1) Common signs of nipple infection
There are certain signs common to most bacterial infection:
- Loss of function
Nipple infections will often ooze pus which is a yellow or white, creamy, thick liquid that contains bacteria, white blood cells, and dead tissue. It may also be bloody. It will often cause sticking to the breast pad or bra.
Infection can be very obvious and aggressive, as is common soon after the birth of the baby, or it can fester slowly, as with a pressure sore from teeth.
A breast infection (mastitis, abscesses) often results from infected nipple damage.
2) The progression to nipple infection soon after the baby’s birth
Nipples are most likely to become infected with bacteria shortly after the baby’s birth, since this is when mothers are most likely to have nipple damage.
A typical pattern of infection soon after the baby's birth is as follows:
- On Days 1 and 2 after birth, the nipple becomes damaged, allowing bacteria to penetrate the top layers of skin and release toxins that further damage the skin.

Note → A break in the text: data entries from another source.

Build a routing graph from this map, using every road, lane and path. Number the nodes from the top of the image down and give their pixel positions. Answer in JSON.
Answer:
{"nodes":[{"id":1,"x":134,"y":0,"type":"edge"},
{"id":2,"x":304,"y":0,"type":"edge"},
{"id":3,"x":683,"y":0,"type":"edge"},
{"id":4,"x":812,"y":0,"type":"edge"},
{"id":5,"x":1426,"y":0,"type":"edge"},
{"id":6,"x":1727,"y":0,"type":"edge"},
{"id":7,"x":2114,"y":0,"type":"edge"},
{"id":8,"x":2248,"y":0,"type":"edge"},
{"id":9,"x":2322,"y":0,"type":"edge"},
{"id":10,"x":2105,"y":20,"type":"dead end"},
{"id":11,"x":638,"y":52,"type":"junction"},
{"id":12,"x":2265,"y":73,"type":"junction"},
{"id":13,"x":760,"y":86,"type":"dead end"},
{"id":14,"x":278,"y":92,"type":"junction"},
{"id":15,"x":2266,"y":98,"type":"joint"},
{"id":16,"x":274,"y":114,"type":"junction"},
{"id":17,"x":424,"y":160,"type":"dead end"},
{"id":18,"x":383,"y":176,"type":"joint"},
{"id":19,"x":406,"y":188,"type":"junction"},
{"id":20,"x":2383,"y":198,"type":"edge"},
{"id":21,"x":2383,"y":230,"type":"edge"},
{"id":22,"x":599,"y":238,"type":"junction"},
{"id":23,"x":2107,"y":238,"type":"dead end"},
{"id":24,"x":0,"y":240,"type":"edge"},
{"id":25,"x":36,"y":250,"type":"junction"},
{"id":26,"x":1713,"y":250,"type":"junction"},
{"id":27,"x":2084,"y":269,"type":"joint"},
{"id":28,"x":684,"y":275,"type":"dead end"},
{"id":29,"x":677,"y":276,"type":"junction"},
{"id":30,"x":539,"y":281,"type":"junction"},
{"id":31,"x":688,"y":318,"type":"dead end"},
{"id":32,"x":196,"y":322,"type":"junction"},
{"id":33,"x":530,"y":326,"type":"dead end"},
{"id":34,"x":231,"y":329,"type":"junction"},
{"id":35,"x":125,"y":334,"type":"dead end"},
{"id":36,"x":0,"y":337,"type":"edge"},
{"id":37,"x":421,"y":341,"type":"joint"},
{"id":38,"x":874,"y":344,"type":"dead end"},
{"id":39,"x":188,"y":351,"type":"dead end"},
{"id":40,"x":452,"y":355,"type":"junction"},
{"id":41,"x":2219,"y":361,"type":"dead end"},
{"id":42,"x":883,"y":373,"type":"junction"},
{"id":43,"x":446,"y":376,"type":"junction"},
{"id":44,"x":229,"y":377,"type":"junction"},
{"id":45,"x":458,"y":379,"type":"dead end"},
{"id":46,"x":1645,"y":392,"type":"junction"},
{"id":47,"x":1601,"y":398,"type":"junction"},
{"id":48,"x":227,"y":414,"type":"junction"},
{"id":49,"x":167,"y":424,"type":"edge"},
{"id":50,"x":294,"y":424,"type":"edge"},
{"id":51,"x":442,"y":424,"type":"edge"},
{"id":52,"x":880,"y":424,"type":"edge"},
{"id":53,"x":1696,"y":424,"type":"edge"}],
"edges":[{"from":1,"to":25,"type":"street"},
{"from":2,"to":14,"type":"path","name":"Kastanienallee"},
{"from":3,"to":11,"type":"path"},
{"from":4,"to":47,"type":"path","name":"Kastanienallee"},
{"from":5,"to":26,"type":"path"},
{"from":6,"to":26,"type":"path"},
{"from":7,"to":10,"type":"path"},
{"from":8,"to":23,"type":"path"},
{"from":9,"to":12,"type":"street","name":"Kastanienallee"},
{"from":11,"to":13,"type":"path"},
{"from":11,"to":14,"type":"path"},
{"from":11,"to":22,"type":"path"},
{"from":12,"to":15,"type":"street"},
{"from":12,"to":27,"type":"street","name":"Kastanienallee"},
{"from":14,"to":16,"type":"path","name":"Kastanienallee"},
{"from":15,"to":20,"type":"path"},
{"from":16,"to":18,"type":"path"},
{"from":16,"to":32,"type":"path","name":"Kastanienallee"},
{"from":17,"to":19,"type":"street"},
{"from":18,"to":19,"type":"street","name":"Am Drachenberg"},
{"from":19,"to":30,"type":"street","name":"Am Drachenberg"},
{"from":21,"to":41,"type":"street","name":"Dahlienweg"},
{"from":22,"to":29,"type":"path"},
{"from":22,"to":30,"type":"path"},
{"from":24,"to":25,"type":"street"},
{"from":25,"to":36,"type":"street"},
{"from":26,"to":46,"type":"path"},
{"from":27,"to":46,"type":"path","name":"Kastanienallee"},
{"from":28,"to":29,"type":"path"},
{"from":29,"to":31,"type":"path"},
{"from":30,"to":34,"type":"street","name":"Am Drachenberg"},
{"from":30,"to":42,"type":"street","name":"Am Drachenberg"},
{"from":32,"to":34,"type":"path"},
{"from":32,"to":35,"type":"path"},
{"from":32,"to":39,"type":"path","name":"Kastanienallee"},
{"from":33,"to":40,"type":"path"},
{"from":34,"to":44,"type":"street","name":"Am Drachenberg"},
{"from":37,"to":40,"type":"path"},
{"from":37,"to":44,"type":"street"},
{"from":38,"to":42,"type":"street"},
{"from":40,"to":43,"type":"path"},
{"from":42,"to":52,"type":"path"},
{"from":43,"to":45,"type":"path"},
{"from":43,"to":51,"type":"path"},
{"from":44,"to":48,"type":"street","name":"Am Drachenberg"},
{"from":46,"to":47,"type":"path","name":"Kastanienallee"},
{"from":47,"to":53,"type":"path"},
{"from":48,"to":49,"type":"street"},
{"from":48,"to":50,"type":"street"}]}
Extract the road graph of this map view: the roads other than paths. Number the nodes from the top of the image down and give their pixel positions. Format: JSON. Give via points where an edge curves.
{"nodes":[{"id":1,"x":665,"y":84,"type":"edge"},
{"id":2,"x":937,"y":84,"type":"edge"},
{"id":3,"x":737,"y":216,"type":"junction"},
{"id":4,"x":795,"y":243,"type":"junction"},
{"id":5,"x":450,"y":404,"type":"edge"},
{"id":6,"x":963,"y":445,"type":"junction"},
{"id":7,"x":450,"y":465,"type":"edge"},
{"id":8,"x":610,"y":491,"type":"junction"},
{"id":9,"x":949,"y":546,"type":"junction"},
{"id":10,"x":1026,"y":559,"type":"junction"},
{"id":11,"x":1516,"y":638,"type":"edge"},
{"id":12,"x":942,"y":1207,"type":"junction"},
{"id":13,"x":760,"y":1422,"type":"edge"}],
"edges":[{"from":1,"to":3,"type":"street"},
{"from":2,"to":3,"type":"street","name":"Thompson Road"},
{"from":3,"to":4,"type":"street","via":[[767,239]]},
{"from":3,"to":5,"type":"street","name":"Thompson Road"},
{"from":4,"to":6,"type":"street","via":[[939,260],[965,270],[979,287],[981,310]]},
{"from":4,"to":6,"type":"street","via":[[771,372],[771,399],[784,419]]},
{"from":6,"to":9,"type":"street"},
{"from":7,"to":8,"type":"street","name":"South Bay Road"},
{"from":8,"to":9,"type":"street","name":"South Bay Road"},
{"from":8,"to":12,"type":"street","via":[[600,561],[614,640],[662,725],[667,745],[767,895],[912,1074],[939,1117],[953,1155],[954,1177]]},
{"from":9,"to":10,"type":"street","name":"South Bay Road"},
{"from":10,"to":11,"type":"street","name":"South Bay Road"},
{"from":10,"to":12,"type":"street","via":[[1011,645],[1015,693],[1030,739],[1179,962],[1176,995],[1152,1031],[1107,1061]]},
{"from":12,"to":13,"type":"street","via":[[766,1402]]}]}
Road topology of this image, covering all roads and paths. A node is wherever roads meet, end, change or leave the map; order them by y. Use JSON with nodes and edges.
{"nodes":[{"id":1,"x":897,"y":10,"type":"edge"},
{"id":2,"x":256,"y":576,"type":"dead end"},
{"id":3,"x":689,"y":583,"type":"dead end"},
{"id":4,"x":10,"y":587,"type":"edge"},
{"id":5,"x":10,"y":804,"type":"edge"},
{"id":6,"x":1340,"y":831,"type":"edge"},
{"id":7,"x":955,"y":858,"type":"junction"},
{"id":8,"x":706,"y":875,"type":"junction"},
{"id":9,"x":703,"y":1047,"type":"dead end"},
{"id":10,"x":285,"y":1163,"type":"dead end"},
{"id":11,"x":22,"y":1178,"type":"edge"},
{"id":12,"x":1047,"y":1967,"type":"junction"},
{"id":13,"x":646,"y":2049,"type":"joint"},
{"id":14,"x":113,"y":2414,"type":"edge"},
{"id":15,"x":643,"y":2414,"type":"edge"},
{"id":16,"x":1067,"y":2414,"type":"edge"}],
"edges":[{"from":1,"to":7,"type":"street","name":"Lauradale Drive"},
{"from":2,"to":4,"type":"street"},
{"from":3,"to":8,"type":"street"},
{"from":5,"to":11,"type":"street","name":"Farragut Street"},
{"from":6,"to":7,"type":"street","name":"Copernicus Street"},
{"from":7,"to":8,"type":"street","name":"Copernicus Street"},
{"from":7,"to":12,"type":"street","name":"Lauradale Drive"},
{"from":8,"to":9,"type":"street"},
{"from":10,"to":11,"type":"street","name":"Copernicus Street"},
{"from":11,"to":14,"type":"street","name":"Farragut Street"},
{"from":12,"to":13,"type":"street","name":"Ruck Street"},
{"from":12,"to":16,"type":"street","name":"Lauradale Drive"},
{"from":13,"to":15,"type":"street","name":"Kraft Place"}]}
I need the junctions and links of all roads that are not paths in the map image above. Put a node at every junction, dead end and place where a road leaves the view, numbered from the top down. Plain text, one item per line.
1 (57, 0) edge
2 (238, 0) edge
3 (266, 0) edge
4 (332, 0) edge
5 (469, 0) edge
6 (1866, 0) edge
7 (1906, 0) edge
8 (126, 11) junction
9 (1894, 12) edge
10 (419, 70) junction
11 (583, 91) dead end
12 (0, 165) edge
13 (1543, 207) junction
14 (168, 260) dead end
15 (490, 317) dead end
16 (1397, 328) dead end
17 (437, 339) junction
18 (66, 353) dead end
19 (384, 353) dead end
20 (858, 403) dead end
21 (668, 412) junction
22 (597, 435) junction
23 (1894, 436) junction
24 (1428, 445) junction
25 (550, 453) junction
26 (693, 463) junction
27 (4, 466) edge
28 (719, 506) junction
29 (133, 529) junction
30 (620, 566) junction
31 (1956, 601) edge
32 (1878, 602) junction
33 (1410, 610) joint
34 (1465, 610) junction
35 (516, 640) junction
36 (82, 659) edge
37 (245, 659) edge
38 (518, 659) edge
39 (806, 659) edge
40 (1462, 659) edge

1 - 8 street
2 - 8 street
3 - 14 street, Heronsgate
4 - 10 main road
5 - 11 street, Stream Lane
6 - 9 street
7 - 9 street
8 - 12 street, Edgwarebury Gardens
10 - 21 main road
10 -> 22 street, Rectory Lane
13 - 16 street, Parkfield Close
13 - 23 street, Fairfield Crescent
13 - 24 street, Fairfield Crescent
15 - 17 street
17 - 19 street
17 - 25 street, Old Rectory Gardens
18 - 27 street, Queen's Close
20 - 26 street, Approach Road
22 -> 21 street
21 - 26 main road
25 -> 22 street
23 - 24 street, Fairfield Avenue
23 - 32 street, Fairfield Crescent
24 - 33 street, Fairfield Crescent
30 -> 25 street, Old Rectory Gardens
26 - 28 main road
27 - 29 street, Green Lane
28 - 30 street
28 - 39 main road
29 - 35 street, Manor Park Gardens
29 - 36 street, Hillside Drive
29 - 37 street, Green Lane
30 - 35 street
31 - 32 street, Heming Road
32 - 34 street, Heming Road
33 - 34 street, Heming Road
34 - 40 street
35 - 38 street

Mothers notice more blistering, scabbing, or dead skin.
- By Day 3 onward, the nipple may:
- Have dead yellow skin or missing skin.
- Have many small puncture-like wounds.
- Look red and swollen.
- Ooze yellow or bloody pus that makes the nipple stick to a breast pad.
- Mothers may develop mastitis, typically in the second week after the baby starts breastfeeding and may progress to an abscess.
Until treated, nipple sensitivity and the pain when breastfeeding increases each day. The area of damage may grow and become deeper.
Many questions remain about the best and safest prevention and treatment of infected nipple damage.